2015, Vol. 46
引用本文 | doi: 10.7501/j.issn.0253-2670.2015.04.020 |
北细辛Asarum heterotropoides Fr. Schmidt var. mandshuricum (Maxim.) Kitag. 为马兜铃科(Aristolochiaceae)细辛属Asarum L. 多年生草本植物,又名辽细辛、烟袋锅花、东北细辛、细参等,它与汉城细辛Asarum sieboldii Miq. var. seoulense Nakai.、华细辛Asarum sieboldii Miq. 的地下根及根茎一同被列为正品生药细辛,具有抗菌抗炎、解热镇痛、平喘祛痰等药理作用[1]。北细辛主要生长在东北三省地区,近年来由于过度采挖和生境破坏,导致野生资源急剧减少[2]。通过人工栽培北细辛在一定程度上缓解了临床用药的紧张局面[3];但北细辛种子繁殖所需时间长,通常播种当年只长根不长苗,成苗需5~6年[4]。而组织培养具有繁殖速度快、繁殖系数高等特点,已成为种苗规模化生产的有效途径。愈伤组织的诱导和形态发生是组织培养成败的关键环节,为此,本研究以北细辛地上部分叶片和叶柄为外植体,探讨不同状态的外植体对愈伤组织诱导发生的影响,筛选最佳的基本培养基及植物生长调节剂种类及配比,为获得大量高质量的愈伤组织提供参考资料。同时,对不同时期愈伤组织进行组织学观察,了解其形态、类型及发生过程,为后续的扩大培养及再生体系、悬浮体系的建立提供依据。

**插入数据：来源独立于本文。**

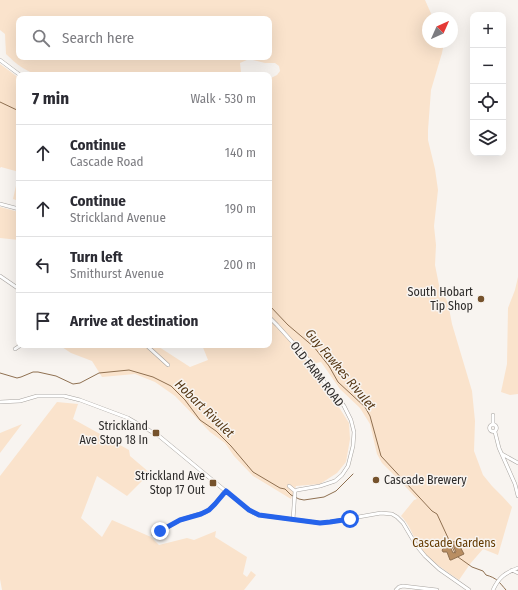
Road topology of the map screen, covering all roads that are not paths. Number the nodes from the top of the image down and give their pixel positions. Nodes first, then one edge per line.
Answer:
1 (0, 60) edge
2 (16, 72) edge
3 (0, 204) edge
4 (16, 208) edge
5 (0, 276) edge
6 (16, 287) edge
7 (272, 320) edge
8 (149, 348) edge
9 (168, 365) dead end
10 (0, 402) edge
11 (493, 415) dead end
12 (502, 454) junction
13 (518, 463) edge
14 (289, 486) dead end
15 (226, 491) junction
16 (295, 491) junction
17 (518, 496) edge
18 (293, 520) junction
19 (153, 534) dead end
20 (518, 568) edge
21 (512, 570) junction
22 (518, 573) edge
23 (396, 590) edge
24 (437, 590) edge
25 (468, 590) edge
26 (493, 590) edge

1 - 2 street
3 - 4 street
5 - 6 street
7 - 16 street, OLD FARM ROAD
8 - 9 street
10 - 15 street
11 - 12 street
12 - 13 street
12 - 17 street
14 - 16 street
15 - 18 street
15 - 19 street
16 - 18 street
18 - 25 street
20 - 21 street
21 - 22 street
21 - 26 street
23 - 24 street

1 材料与方法 1.1 材料北细辛植株取自黑龙江中医药大学药用植物园和黑龙江省森林植物园药物园,经黑龙江中医药大学王振月教授鉴定为马兜铃科细辛属北细辛Asarum heterotropoides Fr. Schmidt var. mandshuricum (Maxim.) Kitag.。以叶柄和叶片作为外植体,分为幼期、生长期和成熟期3个时期,其中休眠芽萌发破土后2 d叶片未完全展开,叶柄长2~3 cm,此时定为幼期;生长15 d叶片刚展开,叶柄长8~10 cm,此时定为生长期;生长30 d叶片完全展开,叶柄长15~20 cm,此时定为成熟期。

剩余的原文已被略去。